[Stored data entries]

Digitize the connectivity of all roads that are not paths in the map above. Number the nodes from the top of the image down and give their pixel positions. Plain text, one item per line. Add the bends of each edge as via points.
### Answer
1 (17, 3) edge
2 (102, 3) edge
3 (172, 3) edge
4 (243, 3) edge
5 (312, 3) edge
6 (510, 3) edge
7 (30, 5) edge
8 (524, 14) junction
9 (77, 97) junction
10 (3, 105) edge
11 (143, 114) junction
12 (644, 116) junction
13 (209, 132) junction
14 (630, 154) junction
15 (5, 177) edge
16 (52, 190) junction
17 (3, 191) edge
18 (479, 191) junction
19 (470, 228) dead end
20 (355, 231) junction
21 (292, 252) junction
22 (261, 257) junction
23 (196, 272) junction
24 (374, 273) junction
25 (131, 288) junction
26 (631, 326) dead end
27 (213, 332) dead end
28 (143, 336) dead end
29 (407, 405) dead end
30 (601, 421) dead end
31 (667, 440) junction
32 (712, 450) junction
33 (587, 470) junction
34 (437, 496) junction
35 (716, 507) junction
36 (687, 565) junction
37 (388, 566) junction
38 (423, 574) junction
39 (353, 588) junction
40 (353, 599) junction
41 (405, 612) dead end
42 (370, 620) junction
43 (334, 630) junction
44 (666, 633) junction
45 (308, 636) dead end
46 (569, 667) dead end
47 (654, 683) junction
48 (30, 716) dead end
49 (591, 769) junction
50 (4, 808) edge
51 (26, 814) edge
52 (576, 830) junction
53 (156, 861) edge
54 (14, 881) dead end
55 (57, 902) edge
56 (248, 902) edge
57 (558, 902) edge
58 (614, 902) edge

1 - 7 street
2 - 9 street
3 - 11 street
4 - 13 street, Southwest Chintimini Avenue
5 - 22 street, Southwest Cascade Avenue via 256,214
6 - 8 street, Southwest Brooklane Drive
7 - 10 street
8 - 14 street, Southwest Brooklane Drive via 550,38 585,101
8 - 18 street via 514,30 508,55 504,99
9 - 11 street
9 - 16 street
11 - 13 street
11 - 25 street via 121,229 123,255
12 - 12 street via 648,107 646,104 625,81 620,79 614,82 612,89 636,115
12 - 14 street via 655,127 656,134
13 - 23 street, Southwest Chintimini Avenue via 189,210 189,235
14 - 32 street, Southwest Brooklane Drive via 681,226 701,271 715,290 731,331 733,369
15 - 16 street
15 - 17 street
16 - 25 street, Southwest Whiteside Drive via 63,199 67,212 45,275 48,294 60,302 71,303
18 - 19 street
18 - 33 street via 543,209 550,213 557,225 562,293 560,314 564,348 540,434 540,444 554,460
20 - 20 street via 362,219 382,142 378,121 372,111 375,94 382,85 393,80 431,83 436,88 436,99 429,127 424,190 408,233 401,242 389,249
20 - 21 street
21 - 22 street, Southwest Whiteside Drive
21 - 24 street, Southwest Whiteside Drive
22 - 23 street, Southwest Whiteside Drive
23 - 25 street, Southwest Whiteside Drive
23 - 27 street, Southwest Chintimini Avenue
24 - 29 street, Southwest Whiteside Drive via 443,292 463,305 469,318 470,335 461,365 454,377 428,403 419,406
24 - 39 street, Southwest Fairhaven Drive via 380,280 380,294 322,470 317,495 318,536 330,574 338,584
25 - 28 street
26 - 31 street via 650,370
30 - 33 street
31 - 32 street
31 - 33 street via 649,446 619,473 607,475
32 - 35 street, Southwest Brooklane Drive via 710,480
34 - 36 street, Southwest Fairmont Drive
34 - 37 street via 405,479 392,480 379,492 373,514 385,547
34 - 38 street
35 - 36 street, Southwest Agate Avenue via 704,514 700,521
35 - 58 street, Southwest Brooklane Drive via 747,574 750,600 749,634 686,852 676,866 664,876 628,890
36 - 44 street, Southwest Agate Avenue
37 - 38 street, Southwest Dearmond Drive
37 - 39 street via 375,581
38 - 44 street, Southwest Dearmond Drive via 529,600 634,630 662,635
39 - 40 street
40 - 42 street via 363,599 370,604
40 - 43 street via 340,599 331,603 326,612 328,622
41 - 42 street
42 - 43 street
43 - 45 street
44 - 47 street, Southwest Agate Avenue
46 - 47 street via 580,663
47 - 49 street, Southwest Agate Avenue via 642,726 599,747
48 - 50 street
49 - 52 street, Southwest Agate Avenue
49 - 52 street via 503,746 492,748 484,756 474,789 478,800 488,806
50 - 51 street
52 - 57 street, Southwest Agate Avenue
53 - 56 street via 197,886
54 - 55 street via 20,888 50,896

PROBLEM DETAILS – Where does the string "Chintimini" appear in the records above? Show every line that holds it.

SOLUTION FOR THIS PROBLEM –
4 - 13 street, Southwest Chintimini Avenue
13 - 23 street, Southwest Chintimini Avenue via 189,210 189,235
23 - 27 street, Southwest Chintimini Avenue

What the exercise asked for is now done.